Lt. Colonel Frank Slade: Excuse me senorita….. Do you mind if we join you? I feel you are being neglected here
Donna: Well i am expecting somebody
Lt. Colonel Frank Slade: Instantly?
Donna: No. But any minute now
Lt. Colonel Frank Slade: Some people live a lifetime in a minute…………………..
Watching ‘Scent of a Woman’ is still remain fresh after two decades, and I would have seen this film umpteenth time. Yes for the sheer joy of Al Pacino’s power packed performance for his portrayal of the feisty, spirited Colonel Frank Slade, which took him home the Oscar for the best actor in 1993.
It is a remake of Dino Risi’s 1974 Italian film “Profumo di donna”. Scent of a Woman was released in 1992, is directed by Martin Brest, who received an Oscar nomination for the film. Besides this film won three major awards at the Golden Globe Awards for the best adapted screenplay, best actor & best motion picture
This movie is a very fascinating experience and in a way a delicate journey of two different people. Frank Slade (Al Pacino) is a reclusive retired Army colonel who lost his sight in an accident. He is clever, but a bitter man, poky to booze and abrasive criticism of those who come into contact with him. Nearby at a posh New England prep school, scholarship student Charlie Simms (Chris O’ Donnell) takes up a temp job to assist Frank Slade during the Thanksgiving vacation, where he picks up from his School billboard and in the backdrop of his feared expulsion as being part of witness, playing a nasty prank on the headmaster, where the decree is due soon after the vacation
O’Donnell as Charlie offers a performance here that defies the usual coming-of-age film, as a guarded young man. Unlike most of his peers, Charlie comes from a humble family background. To pay for a flight home to Oregon for Christmas, Charlie accepts a temporary job over Thanksgiving weekend looking after retired Army Ranger Lieutenant Colonel Frank Slade.
Frank announces a surprise trip to New York City with Charlie, for what he calls “a last tour of the battlefield.” The cynical old warrior intends to commit suicide after a weekend of exquisite, high-class living. Despite his depression, Frank still has a way with women. Charlie learns a quick lesson in sexual politics as he watches this blind man pick up a beautiful woman at a fancy restaurant and teach her the tango in front of a group of astonished observers. Before the weekend is over, Charlie steers Frank clear of fulfilling his death wish.

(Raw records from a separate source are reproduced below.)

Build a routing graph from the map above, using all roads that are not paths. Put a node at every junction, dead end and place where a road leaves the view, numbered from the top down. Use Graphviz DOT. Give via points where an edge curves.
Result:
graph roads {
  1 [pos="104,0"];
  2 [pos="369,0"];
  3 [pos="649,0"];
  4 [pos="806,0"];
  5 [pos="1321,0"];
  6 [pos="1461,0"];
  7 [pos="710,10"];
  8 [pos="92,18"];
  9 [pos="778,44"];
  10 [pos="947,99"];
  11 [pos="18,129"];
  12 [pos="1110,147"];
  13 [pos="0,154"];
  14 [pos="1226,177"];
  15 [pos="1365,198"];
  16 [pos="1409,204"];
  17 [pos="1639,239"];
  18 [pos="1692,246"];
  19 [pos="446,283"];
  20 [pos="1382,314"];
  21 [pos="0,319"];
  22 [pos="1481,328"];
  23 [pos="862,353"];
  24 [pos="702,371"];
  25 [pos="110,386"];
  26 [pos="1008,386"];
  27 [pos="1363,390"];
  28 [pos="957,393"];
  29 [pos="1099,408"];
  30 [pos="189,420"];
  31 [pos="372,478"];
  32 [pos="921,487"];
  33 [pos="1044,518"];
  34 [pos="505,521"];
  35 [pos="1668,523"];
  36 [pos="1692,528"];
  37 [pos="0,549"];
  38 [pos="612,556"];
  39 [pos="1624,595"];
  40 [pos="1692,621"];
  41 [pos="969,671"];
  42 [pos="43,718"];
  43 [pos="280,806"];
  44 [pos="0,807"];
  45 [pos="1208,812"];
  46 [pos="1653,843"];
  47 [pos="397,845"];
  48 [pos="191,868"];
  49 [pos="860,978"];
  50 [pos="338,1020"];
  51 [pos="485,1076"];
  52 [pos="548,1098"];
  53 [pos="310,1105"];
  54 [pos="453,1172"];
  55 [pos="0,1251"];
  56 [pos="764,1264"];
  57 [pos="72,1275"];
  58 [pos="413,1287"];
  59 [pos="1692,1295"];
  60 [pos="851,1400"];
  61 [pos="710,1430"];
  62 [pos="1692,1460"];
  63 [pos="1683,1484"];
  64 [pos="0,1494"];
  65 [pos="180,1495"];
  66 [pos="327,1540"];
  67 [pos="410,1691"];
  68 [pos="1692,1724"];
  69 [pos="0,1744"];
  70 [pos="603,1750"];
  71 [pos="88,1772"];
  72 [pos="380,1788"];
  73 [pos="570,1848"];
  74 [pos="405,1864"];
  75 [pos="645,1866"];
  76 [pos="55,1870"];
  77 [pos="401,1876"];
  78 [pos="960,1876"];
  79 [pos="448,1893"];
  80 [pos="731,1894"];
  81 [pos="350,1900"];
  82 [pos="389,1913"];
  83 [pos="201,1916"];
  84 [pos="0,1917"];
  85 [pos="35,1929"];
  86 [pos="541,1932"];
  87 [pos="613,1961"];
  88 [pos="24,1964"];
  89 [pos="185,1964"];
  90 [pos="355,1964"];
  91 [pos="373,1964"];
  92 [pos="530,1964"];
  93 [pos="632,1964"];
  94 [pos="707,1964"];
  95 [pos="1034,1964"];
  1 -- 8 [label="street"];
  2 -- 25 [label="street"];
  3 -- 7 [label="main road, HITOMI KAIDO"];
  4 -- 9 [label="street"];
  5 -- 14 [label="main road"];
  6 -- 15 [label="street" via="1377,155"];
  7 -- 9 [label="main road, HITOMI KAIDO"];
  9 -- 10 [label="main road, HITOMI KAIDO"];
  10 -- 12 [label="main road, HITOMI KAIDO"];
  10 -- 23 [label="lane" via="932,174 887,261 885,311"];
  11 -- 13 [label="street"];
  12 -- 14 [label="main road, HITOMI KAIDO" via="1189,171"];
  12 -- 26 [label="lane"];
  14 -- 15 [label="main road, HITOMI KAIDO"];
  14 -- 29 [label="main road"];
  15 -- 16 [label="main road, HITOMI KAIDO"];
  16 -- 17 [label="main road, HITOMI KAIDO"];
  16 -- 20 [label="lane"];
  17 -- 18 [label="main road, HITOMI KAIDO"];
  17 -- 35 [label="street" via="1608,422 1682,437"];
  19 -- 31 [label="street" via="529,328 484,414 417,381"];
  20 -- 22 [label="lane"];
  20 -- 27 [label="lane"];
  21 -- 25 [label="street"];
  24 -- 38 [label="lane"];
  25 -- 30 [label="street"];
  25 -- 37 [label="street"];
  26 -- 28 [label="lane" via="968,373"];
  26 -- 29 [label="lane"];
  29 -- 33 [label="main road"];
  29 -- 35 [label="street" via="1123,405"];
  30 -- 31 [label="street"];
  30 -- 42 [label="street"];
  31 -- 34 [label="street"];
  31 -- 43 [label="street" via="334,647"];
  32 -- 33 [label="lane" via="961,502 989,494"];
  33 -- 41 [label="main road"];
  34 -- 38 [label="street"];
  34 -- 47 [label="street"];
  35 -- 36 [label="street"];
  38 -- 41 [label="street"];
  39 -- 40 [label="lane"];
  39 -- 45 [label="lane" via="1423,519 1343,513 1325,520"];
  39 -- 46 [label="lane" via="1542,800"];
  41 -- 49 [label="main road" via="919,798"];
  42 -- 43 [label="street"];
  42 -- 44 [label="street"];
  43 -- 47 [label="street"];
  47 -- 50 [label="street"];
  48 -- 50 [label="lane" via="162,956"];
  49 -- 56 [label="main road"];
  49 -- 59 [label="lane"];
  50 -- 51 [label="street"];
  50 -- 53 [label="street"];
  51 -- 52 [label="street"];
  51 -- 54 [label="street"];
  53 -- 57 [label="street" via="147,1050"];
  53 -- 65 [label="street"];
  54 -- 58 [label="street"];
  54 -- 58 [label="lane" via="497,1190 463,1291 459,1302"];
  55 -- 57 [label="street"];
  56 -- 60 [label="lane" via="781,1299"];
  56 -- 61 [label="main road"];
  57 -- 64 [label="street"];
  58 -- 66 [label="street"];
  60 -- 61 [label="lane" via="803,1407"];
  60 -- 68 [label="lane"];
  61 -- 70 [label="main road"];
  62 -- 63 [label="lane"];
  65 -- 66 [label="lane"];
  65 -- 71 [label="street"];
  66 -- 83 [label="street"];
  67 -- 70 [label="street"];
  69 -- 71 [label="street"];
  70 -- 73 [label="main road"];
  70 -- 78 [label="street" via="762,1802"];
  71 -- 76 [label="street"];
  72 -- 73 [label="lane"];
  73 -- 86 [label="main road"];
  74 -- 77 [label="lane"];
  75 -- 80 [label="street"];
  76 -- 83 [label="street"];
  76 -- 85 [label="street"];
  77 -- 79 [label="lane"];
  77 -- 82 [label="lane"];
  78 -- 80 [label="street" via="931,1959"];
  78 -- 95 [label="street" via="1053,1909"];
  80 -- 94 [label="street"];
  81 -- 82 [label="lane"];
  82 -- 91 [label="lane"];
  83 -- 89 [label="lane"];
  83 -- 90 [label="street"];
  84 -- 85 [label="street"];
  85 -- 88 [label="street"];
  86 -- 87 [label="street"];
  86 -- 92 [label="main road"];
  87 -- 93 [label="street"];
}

The two return to New England. At school, Charlie and his classmate George (Philip Seymour Hoffman) are subjected to a formal inquiry in front of the student body and the student/faculty disciplinary committee. As headmaster Trask is opening the proceedings, Slade unexpectedly returns to the school, joining Charlie on the auditorium stage for support. For his defense, George has enlisted the help of his wealthy father, and divulges the names of the perpetrators, qualifying that his vision was not clear. When pressed for more details, George passes the burden to Charlie. Although struggling with his decision, Charlie gives no information, so the Head master Mr. Trask recommends Charlie’s expulsion.
At this, Slade cannot contain himself and launches into a passionate speech defending Charlie and questioning the integrity of a system that rewards informing on classmates. He tells them that Charlie has shown integrity in his actions and insists the committee not expel him because this is what great leaders are made of, and promises he will make them proud in the future. The disciplinary committee decides to place on probation the students named by George, and to give George neither recognition nor commendation for his testimony.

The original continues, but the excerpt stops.